About HPV

HPV is a necessary condition for cervical cancer, which is the fourth most common cancer in women, with an estimated 266,000 deaths and 528,000 new cases worldwide in 2012. A large majority (around 85%) of the global burden occurs in the less developed regions, where it accounts for almost 12% of all female cancers.

HPV is the most common viral infection of the reproductive tract. Although most HPV infections cause no symptoms, persistent genital HPV infection can cause cervical cancer in women. HPV can also cause other types of anogenital cancers, head and neck cancers, and genital warts in both men and women. HPV infections are transmitted through sexual contact. More information on HPV can be found on the WHO website.

Several vaccines that prevent HPV infection are now available in many countries throughout the world.

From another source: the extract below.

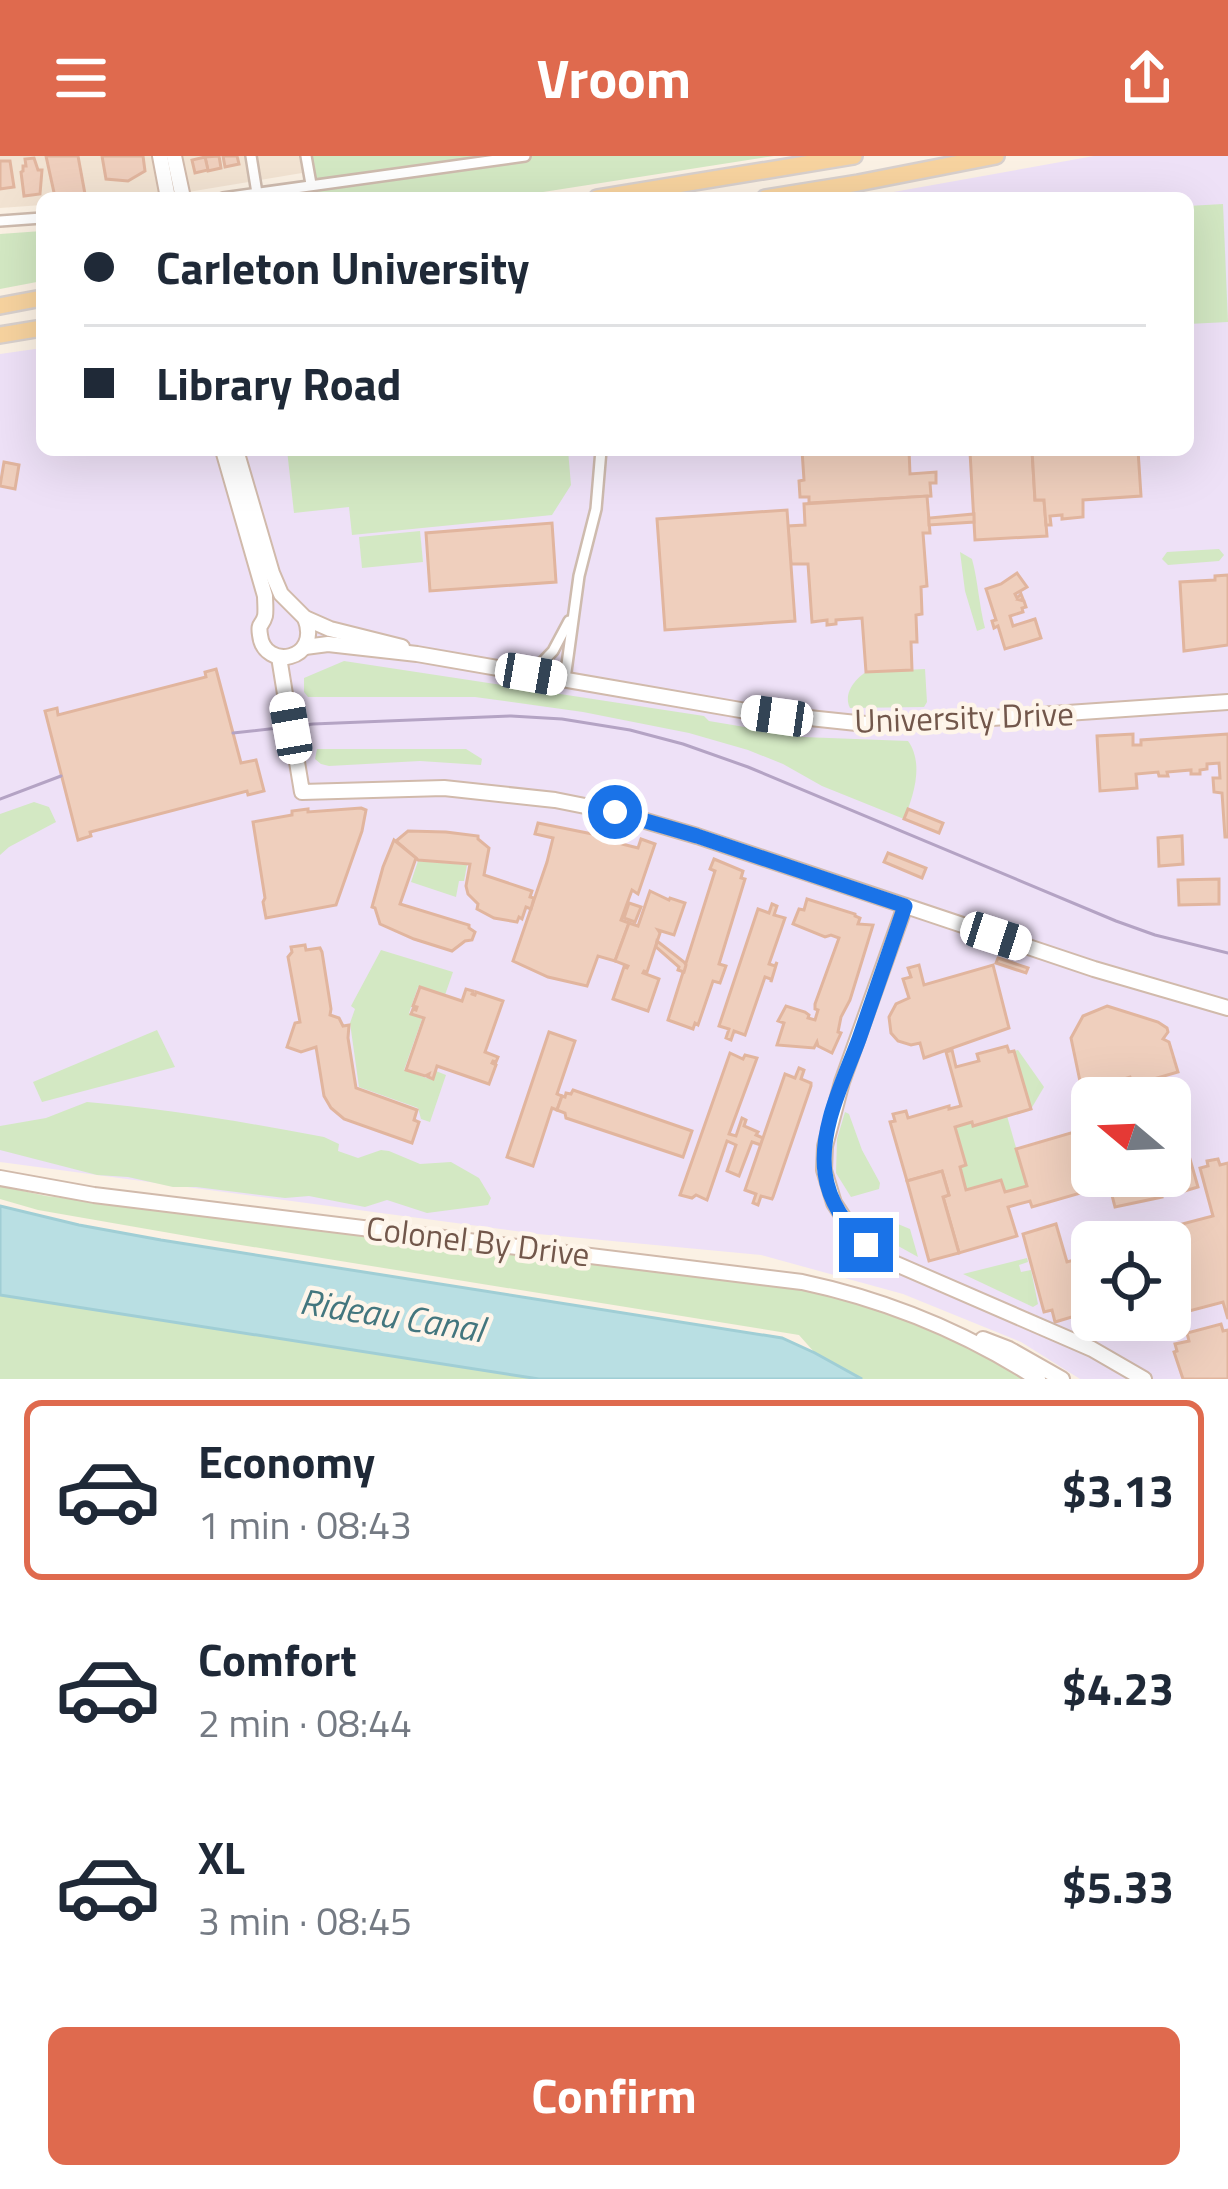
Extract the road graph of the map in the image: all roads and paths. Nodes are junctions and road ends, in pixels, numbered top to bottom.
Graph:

These include a bivalent, a quadrivalent and a nonavalent vaccine. All three vaccines are highly efficacious in preventing infection with virus types 16 and 18, which are together responsible for approximately 70% of cervical cancer cases globally. The nonavalent vaccine also prevents types 31, 33, 45, 52 and 58 which also cause some cases of cervical cancer. The vaccines are also highly efficacious in preventing precancerous cervical lesions caused by these virus types. The quadrivalent and nonvalent vaccines are also highly efficacious in preventing anogenital warts, a common genital disease which is usually caused by infection with HPV types 6 and 11. Data from clinical trials and initial post-marketing surveillance conducted in several continents show all three vaccines to be safe.

The WHO recommends giving two doses of the bivalent vaccine, or two to three doses of the quadrivalent vaccine, to girls aged 9 to 13 years old. More information can be found in the WHO position paper. Consideration of cost-effectiveness is recommended. For countries without the capacity to develop their own cost-effectiveness models, PRIME is offered as a simple economic model which can support evidence-based decision-making.